Your assignment | If a line in the data holds "wrist", copy that line out in full.

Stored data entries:
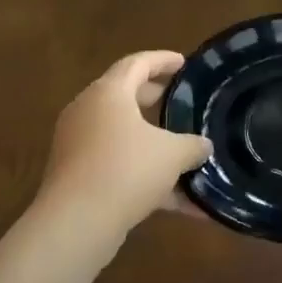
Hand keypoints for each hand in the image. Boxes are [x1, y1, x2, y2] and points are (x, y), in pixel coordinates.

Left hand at [37, 50, 211, 238]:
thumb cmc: (126, 170)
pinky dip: (147, 178)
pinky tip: (182, 204)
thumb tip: (204, 146)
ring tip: (185, 153)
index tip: (184, 63)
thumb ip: (193, 145)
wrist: (77, 221)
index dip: (163, 61)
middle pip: (126, 97)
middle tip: (184, 104)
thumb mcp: (172, 154)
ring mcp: (79, 145)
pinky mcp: (79, 176)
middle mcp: (88, 112)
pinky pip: (119, 167)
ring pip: (124, 136)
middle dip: (157, 100)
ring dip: (154, 144)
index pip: (137, 64)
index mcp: (108, 93)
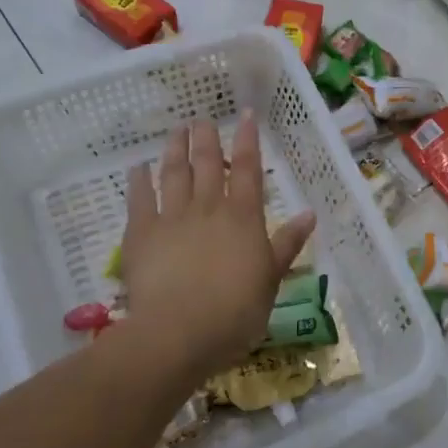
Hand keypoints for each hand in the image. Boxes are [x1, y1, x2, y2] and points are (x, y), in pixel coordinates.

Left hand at [112, 115, 315, 382]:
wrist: (179, 332)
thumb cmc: (235, 311)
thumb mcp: (271, 279)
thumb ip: (287, 244)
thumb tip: (309, 213)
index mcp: (244, 217)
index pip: (249, 169)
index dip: (248, 139)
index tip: (247, 114)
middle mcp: (208, 208)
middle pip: (208, 164)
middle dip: (207, 138)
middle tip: (203, 118)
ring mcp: (172, 218)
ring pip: (174, 174)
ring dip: (175, 149)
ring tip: (177, 130)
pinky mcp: (141, 234)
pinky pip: (139, 199)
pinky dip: (138, 180)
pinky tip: (138, 167)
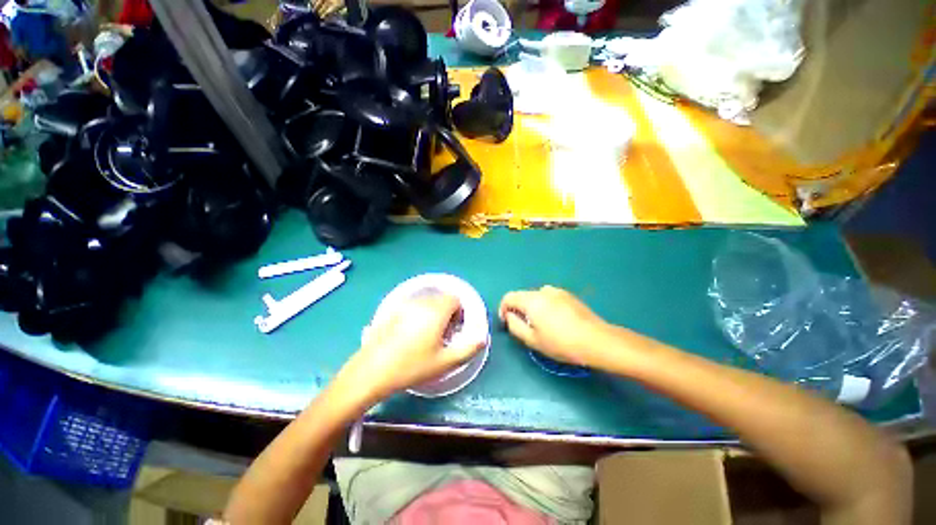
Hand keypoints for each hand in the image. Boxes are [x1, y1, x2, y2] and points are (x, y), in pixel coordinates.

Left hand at [337, 294, 485, 402]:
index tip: (455, 329)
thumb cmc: (412, 366)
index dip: (459, 312)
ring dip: (433, 311)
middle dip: (447, 311)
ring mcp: (404, 304)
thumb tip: (482, 338)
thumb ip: (468, 349)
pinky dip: (419, 312)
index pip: (455, 298)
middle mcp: (421, 302)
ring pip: (427, 300)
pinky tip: (410, 333)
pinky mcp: (392, 309)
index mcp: (436, 310)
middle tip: (443, 334)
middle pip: (441, 297)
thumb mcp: (445, 362)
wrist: (372, 371)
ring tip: (427, 335)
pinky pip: (413, 305)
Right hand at [499, 286, 611, 367]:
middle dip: (518, 309)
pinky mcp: (569, 295)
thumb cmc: (561, 343)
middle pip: (522, 295)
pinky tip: (555, 321)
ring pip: (536, 296)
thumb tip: (509, 316)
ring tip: (540, 324)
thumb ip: (514, 325)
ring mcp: (557, 291)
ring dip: (532, 307)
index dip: (503, 308)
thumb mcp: (532, 340)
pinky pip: (549, 297)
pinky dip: (544, 306)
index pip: (509, 297)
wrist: (596, 340)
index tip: (506, 322)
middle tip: (523, 326)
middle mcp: (543, 291)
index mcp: (531, 300)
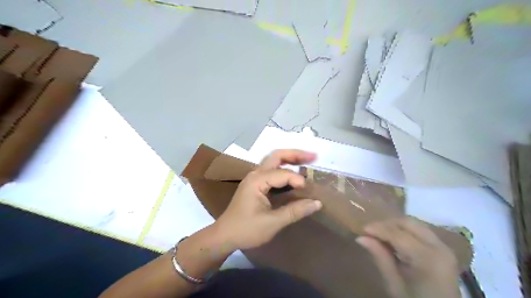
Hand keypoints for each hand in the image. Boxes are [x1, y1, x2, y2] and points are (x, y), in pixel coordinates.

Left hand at [213, 150, 320, 250]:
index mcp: (257, 180)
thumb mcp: (272, 223)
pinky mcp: (255, 184)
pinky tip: (294, 174)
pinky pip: (272, 170)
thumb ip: (295, 211)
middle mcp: (255, 174)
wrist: (224, 236)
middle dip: (296, 154)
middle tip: (314, 156)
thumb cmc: (246, 230)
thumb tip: (317, 203)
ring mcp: (254, 178)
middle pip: (277, 156)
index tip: (309, 192)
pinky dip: (284, 168)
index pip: (283, 174)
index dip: (298, 180)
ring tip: (307, 161)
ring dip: (290, 159)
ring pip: (274, 161)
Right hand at [357, 217, 465, 297]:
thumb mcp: (394, 284)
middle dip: (387, 224)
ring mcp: (443, 246)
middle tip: (371, 231)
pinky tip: (395, 239)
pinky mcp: (443, 248)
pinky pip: (421, 230)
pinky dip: (405, 230)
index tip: (362, 229)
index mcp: (427, 258)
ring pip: (414, 223)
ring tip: (381, 234)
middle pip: (408, 223)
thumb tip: (361, 238)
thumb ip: (380, 257)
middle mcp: (438, 247)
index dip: (378, 228)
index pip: (397, 234)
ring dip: (396, 226)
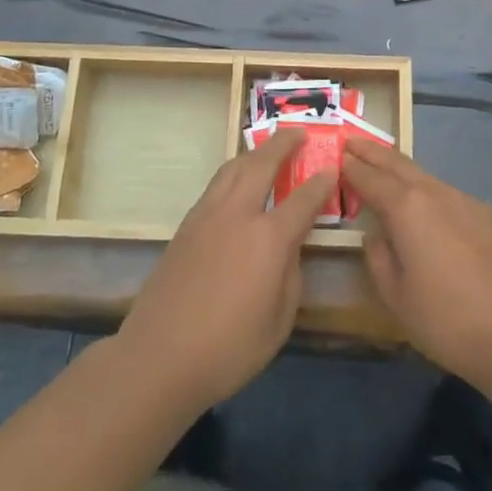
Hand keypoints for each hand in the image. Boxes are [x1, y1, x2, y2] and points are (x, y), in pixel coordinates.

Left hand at [117, 130, 336, 416]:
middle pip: (261, 165)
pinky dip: (233, 174)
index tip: (332, 168)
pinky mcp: (185, 227)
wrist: (159, 357)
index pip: (303, 199)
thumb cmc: (229, 349)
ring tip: (267, 149)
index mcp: (268, 239)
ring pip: (232, 169)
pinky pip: (215, 187)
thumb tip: (289, 247)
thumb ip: (290, 274)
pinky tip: (238, 184)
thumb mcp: (279, 320)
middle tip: (298, 133)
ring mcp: (206, 217)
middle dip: (282, 144)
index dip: (321, 182)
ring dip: (253, 153)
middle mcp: (238, 215)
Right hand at [342, 138, 491, 387]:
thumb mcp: (396, 296)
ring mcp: (467, 202)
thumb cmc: (446, 320)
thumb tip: (376, 234)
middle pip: (399, 164)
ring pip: (426, 176)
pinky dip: (428, 190)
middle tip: (353, 141)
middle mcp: (436, 194)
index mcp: (407, 209)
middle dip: (374, 152)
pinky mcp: (488, 216)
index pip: (371, 179)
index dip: (352, 168)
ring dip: (402, 169)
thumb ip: (379, 257)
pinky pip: (448, 194)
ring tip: (385, 168)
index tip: (338, 156)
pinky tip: (426, 204)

Task result |
wrist: (77, 221)
wrist: (179, 332)
wrist: (372, 371)
wrist: (596, 340)
wrist: (224, 236)
wrist: (159, 357)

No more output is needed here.